Gerda aus der Schweiz
Danke für dieses tolle Gespräch! Danke auch, dass die Schönheit (das Geheimnis des Lebens! Spirit pur…) hier auch Thema ist. Das ist alles so wichtig. – Ich nutze die Gelegenheit, um auf den “Neustart Schweiz” (https://neustartschweiz.ch/nach-hause-kommen/) aufmerksam zu machen, der dieselben städtebaulichen Ziele verfolgt wie Ekhart Hahn. Wenn wir in klug vernetzten Nachbarschaften von etwa 500 Bewohnerinnen und Bewohnern zusammen haushalten, ist eine Ressourcen schonende Lebensweise ohne Verlust an Lebensqualität möglich. Der Zusammenschluss innerhalb von Quartieren macht überdies viele Dienstleistungen und Einrichtungen auch für Menschen mit kleinem Einkommen erschwinglich. Eine typische Neustart-Nachbarschaft hat eine eigene Versorgung mit in der näheren Umgebung erzeugten Lebensmitteln, ein grosses Lebensmitteldepot (Lebensmittel zum Einstandspreis), eine Grossküche, Restaurants (mit Take-Away), Bars, Bibliothek, Secondhand-Depot, Reparaturservice, Wäscherei, Gästehaus, Bad, Geräteverleih, Kinderparadies usw. In Zürich ist die “nena1” (https://nena1.ch/) auf dem (langen) Weg, eine Neustart-Nachbarschaft zu realisieren zu realisieren; in Basel und im Vorarlberg sind ebenfalls Projekte im Gange. Auf https://newalliance.earth/ gibt es ausserdem eine tolle Kurzbeschreibung zum download, die mittlerweile in 18 Sprachen übersetzt ist, weil der ökologische, lebensfreundliche, sozial gerechte und schöne (!) Umbau unserer Städte (und Agglos / Dörfer) ein globales Thema und unsere Zukunft ist. Hoffentlich.
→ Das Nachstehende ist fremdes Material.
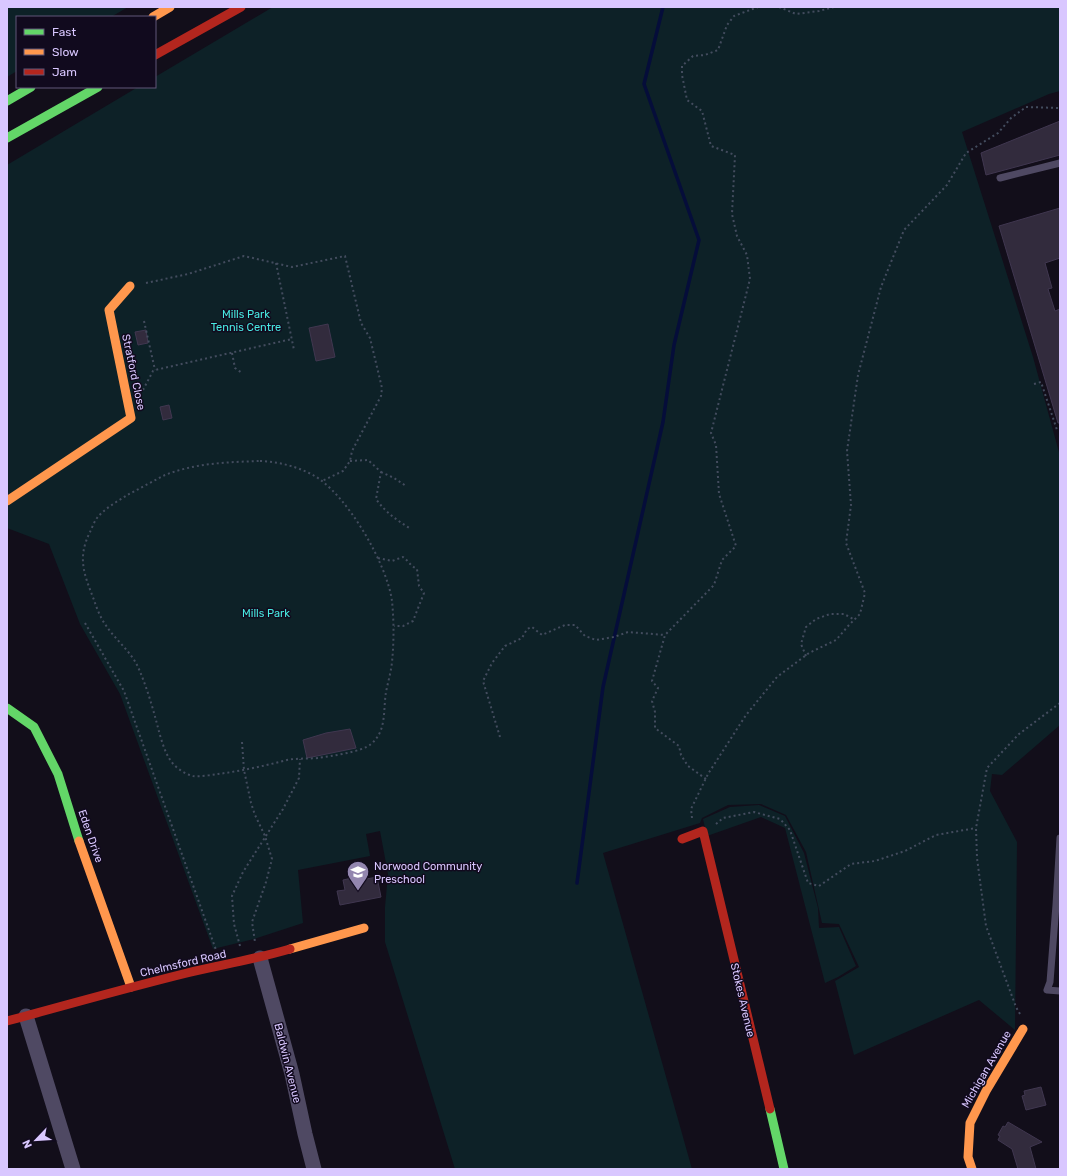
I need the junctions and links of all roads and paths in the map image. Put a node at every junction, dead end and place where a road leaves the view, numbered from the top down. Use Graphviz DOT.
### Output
graph roads {
  1 [pos="170,7"];
  2 [pos="240,7"];
  3 [pos="758,7"];
  4 [pos="779,7"];
  5 [pos="834,7"];
  6 [pos="155,16"];
  7 [pos="156,54"];
  8 [pos="29,88"];
  9 [pos="96,88"];
  10 [pos="7,101"];
  11 [pos="1060,108"];
  12 [pos="7,138"];
  13 [pos="1060,163"];
  14 [pos="1000,178"];
  15 [pos="276,263"];
  16 [pos="130,286"];
  17 [pos="144,321"];
  18 [pos="292,339"];
  19 [pos="294,350"];
  20 [pos="232,353"];
  21 [pos="232,368"];
  22 [pos="235,368"];
  23 [pos="155,370"];
  24 [pos="242,373"];
  25 [pos="1034,384"];
  26 [pos="128,402"];
  27 [pos="1057,430"];
  28 [pos="350,461"];
  29 [pos="381,472"];
  30 [pos="322,481"];
  31 [pos="406,486"];
  32 [pos="7,501"];
  33 [pos="411,529"];
  34 [pos="378,558"];
  35 [pos="855,620"];
  36 [pos="85,623"];
  37 [pos="394,626"];
  38 [pos="665,635"];
  39 [pos="806,656"];
  40 [pos="1060,703"];
  41 [pos="7,708"];
  42 [pos="500,736"];
  43 [pos="242,742"];
  44 [pos="300,758"];
  45 [pos="244,770"];
  46 [pos="706,779"];
  47 [pos="708,828"];
  48 [pos="976,828"];
  49 [pos="265,836"];
  50 [pos="1060,838"];
  51 [pos="682,839"];
  52 [pos="1060,847"];
  53 [pos="1058,906"];
  54 [pos="364,928"];
  55 [pos="241,948"];
  56 [pos="260,958"];
  57 [pos="221,965"];
  58 [pos="131,987"];
  59 [pos="1060,991"];
  60 [pos="26,1016"];
  61 [pos="1023,1019"];
  62 [pos="7,1021"];
  63 [pos="1023,1029"];
  64 [pos="73,1169"];
  65 [pos="314,1169"];
  66 [pos="784,1169"];
  67 [pos="972,1169"];
  1 -- 6 [label="main road"];
  2 -- 7 [label="main road"];
  3 -- 38 [label="path"];
  4 -- 5 [label="path"];
  8 -- 10 [label="main road"];
  9 -- 12 [label="main road"];
  11 -- 35 [label="path"];
  13 -- 14 [label="lane"];
  15 -- 16 [label="path"];
  15 -- 18 [label="path"];
  15 -- 28 [label="path"];
  16 -- 26 [label="main road, Stratford Close"];
  17 -- 23 [label="path"];
  18 -- 19 [label="path"];
  18 -- 20 [label="path"];
  20 -- 22 [label="path"];
  20 -- 23 [label="path"];
  21 -- 22 [label="path"];
  22 -- 24 [label="path"];
  23 -- 26 [label="path"];
  25 -- 27 [label="path"];
  26 -- 32 [label="main road, Stratford Close"];
  28 -- 29 [label="path"];
  28 -- 30 [label="path"];
  29 -- 31 [label="path"];
  29 -- 33 [label="path"];
  30 -- 34 [label="path"];
  30 -- 45 [label="path"];
  34 -- 37 [label="path"];
  34 -- 37 [label="path"];
  35 -- 39 [label="path"];
  35 -- 39 [label="path"];
  36 -- 57 [label="path"];
  37 -- 44 [label="path"];
  38 -- 42 [label="path"];
  38 -- 46 [label="path"];
  39 -- 46 [label="path"];
  40 -- 48 [label="path"];
  41 -- 58 [label="main road, Eden Drive"];
  43 -- 45 [label="path"];
  44 -- 45 [label="path"];
  44 -- 49 [label="path"];
  45 -- 49 [label="path"];
  46 -- 47 [label="path"];
  47 -- 48 [label="path"];
  47 -- 51 [label="main road"];
  47 -- 66 [label="main road, Stokes Avenue"];
  48 -- 61 [label="path"];
  49 -- 55 [label="path"];
  49 -- 56 [label="path"];
  50 -- 52 [label="lane"];
  52 -- 53 [label="lane"];
  53 -- 59 [label="lane"];
  54 -- 56 [label="main road, Chelmsford Road"];
  56 -- 57 [label="main road, Chelmsford Road"];
  56 -- 65 [label="street, Baldwin Avenue"];
  57 -- 58 [label="main road, Chelmsford Road"];
  58 -- 60 [label="main road, Chelmsford Road"];
  60 -- 62 [label="main road, Chelmsford Road"];
  60 -- 64 [label="street"];
  63 -- 67 [label="main road, Michigan Avenue"];
}
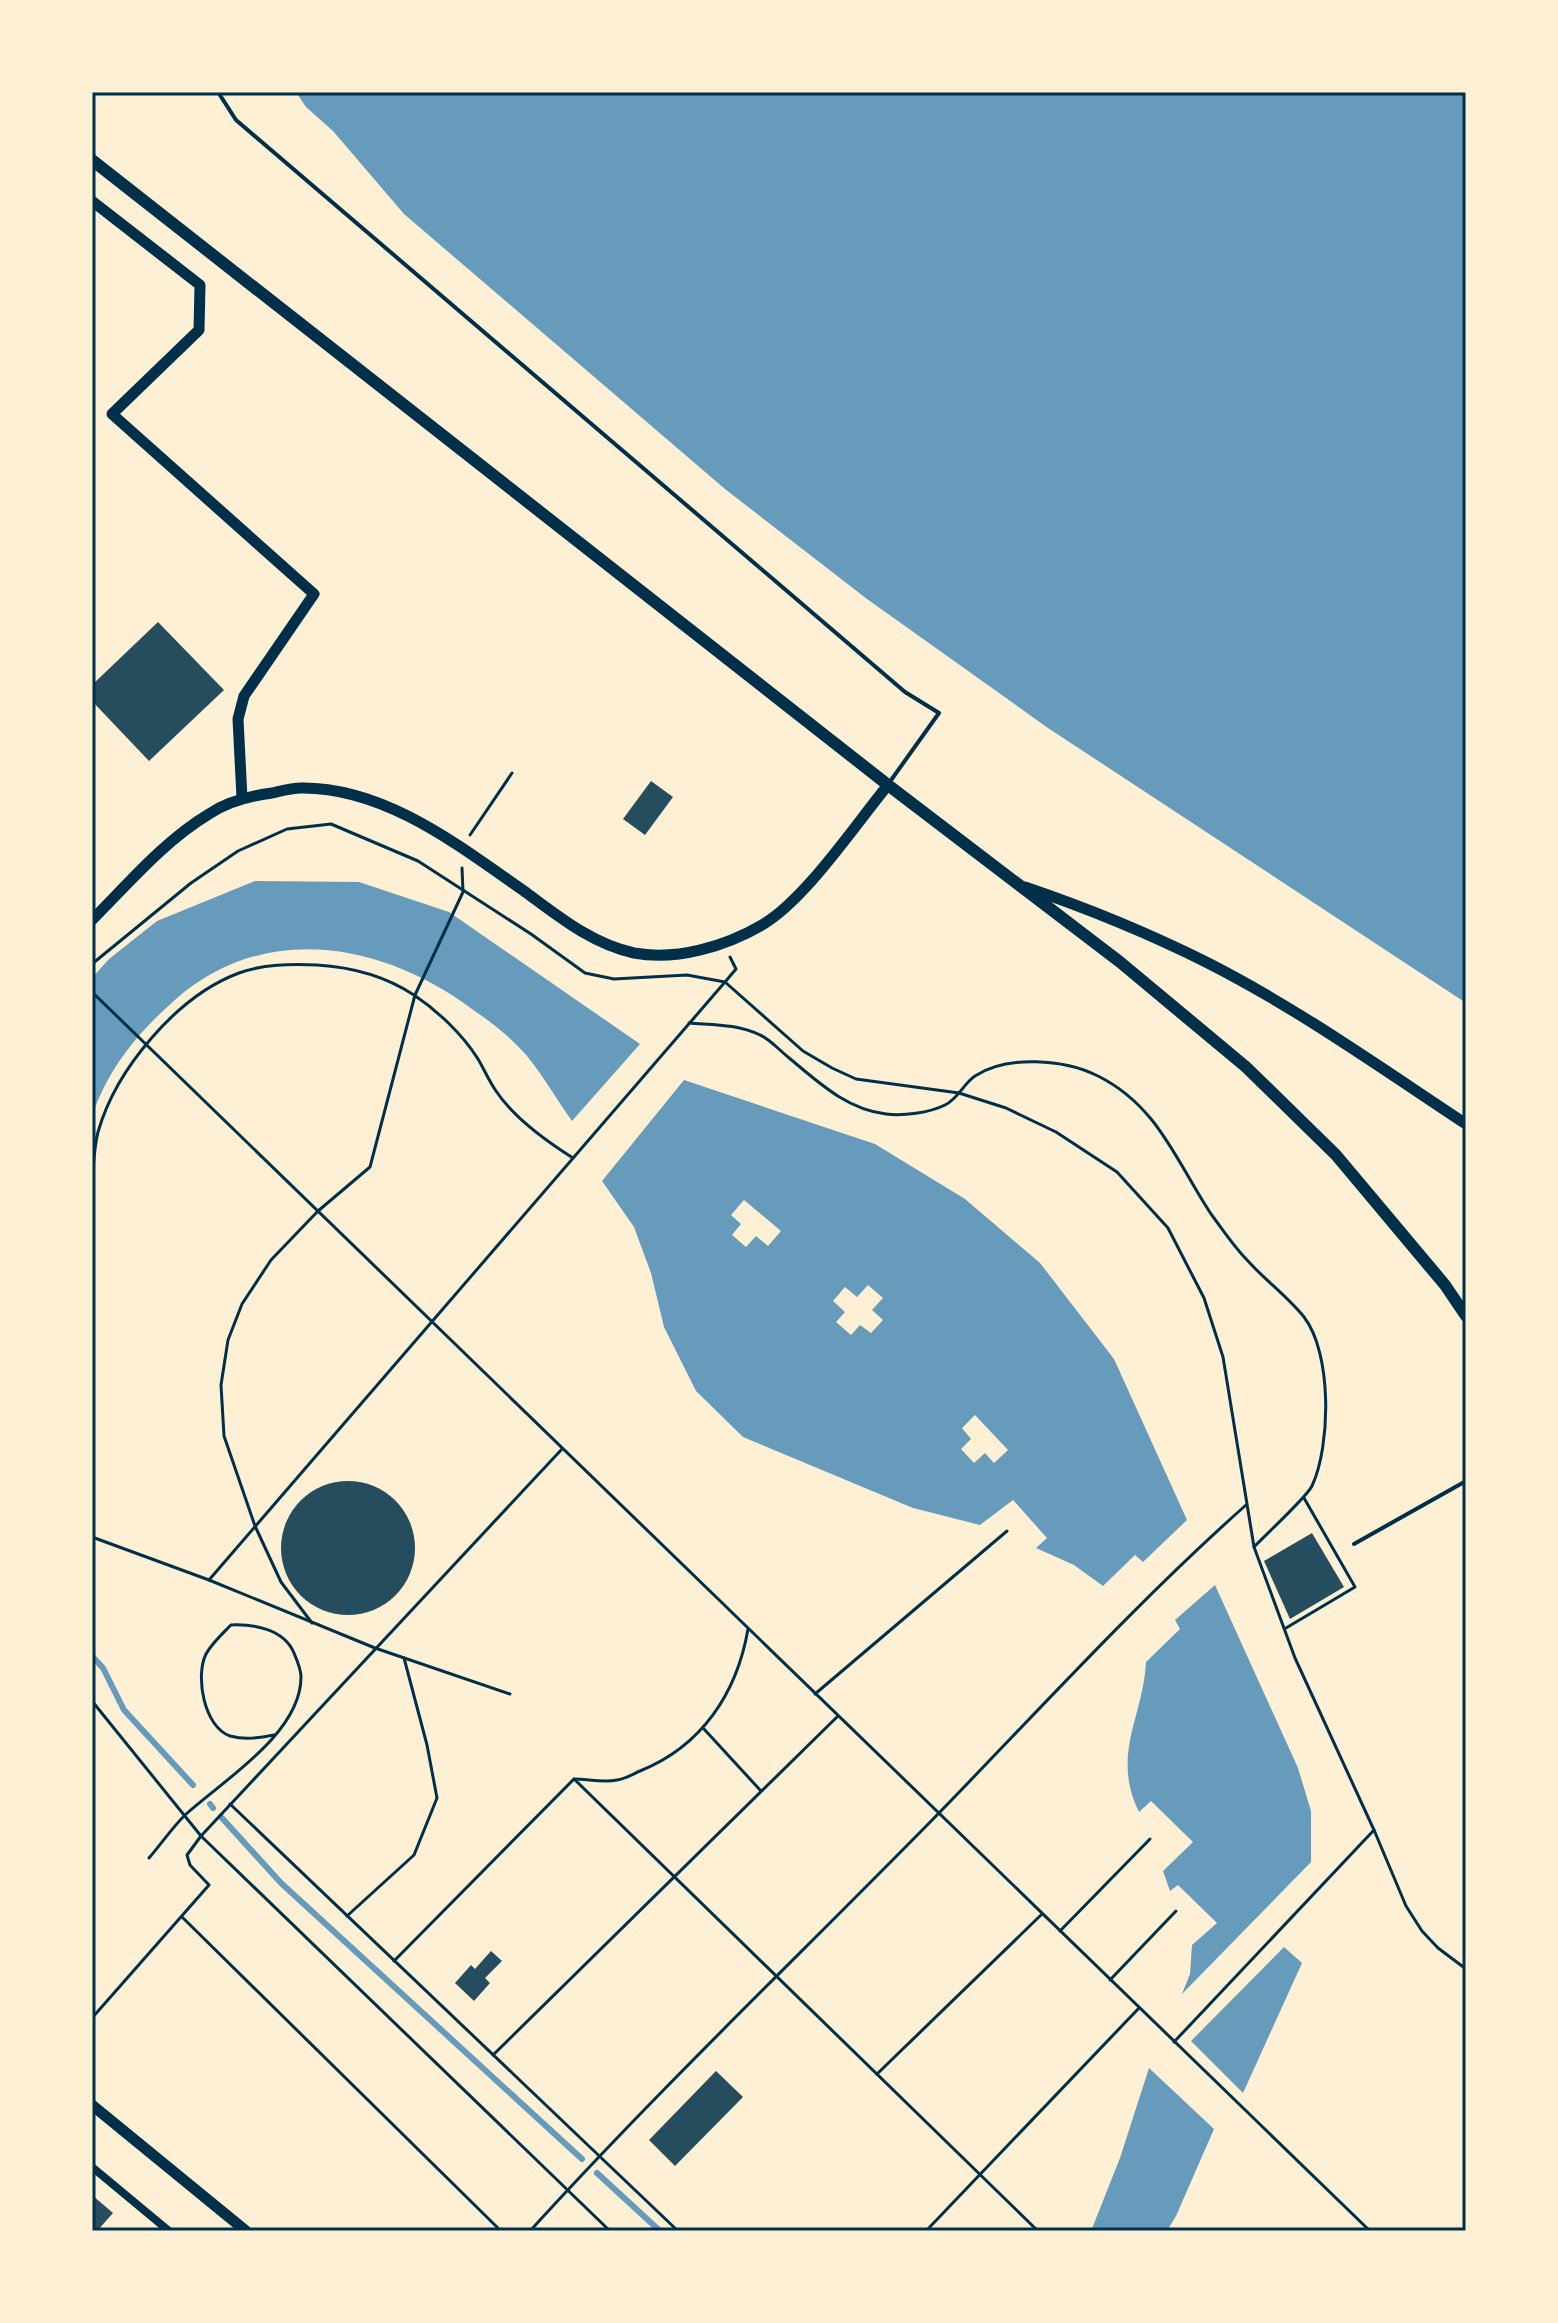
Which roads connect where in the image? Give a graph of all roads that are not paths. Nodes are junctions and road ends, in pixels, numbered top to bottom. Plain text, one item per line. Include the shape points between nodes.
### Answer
1 (218, 92) edge
2 (92, 160) edge
3 (92, 201) edge
4 (888, 785) junction
5 (242, 798) junction
6 (1025, 887) junction
7 (92, 920) edge
8 (1466, 1124) edge
9 (1466, 1316) edge
10 (1466, 1481) edge
11 (1354, 1544) dead end
12 (92, 2105) edge
13 (92, 2167) edge
14 (169, 2231) edge
15 (246, 2231) edge

1 - 4 lane via 236,120 395,257 905,692 939,713
2 - 4 main road
3 - 5 street via 200,285 199,330 112,414 314,594 244,696 238,719
4 - 5 street via 795,900 764,924 724,943 674,954 606,945 461,847 356,795 301,787
4 - 6 main road
5 - 7 street via 178,837
6 - 8 street via 1206,962 1331,1034
6 - 9 main road via 1268,1089 1336,1155
10 - 11 lane
12 - 15 street
13 - 14 street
Je mehr sich für diese neuen Städte stark machen, umso besser.

Maria Reithmayr
1 Jahr zuvor

Warmherzig, weise, liebevoll, klug und authentisch. Von diesem Interview konnte man sehr viel lernen. Namaste

Lisa Heidenblut
Lisa Heidenblut
1 Jahr zuvor

So ein tolles Interview. Vielen Dank dafür. Ich bin selbst Architektin und das Thema nachhaltiges Bauen im städtischen Kontext beschäftigt mich sehr. Ich bekomme sofort Lust das Projekt in Wünsdorf mitzugestalten und zu planen. Leider gibt es immer noch viel zu wenige Planer (und Investoren), die diese Form von Planung fördern, fordern und unterstützen. In diesem Sinne hoffe ich sehr, dass es in Zukunft mehr solche Reallabore gibt, die dann nach und nach den Standard formen.

ernestine
ernestine
1 Jahr zuvor

ist photovoltaik wirklich schon billiger als gelieferter strom ? auch für eine wohnhausanlage?

ChristofD
ChristofD
1 Jahr zuvor

Tolles und beeindruckendes Interview!

Ich musste ein paar Mal dabei auch an die Ansätze von Ralf Otterpohl denken. Mich würde interessieren, ob es da einen Austausch gibt/gab oder eine Verbindung oder auch vielleicht sogar eine Zusammenarbeit?

Ekhart Hahn
1 Jahr zuvor
Antworten  ChristofD

Lieber Christof,
Noch gehört Ralf Otterpol nicht zum engsten Kreis der Mirwirkenden – ist aber nur eine Frage der Zeit und weiteren Konkretisierung.
Wir kennen uns seit langem.
Jeder ist übrigens herzlich eingeladen Mitglied unseres Vereins (www.eco-city.net) zu werden, damit Ünterstützer zu werden und kontinuierlich informiert zu werden.
Herzliche Grüße
Ekhart

Felix kühnis
Felix kühnis
1 Jahr zuvor

Als architekt sage ich, sehr gut, deckt sich mit meinem Denken. Herzlichen dank

Astrid
Astrid
1 Jahr zuvor

Angenehm und authentisch ; absolut klar, nachvollziehbar und hochinformativ!
Ich habe sehr viel gelernt! Vielen Dank und ganz viel Erfolg mit diesem „Reallabor“-Konzept!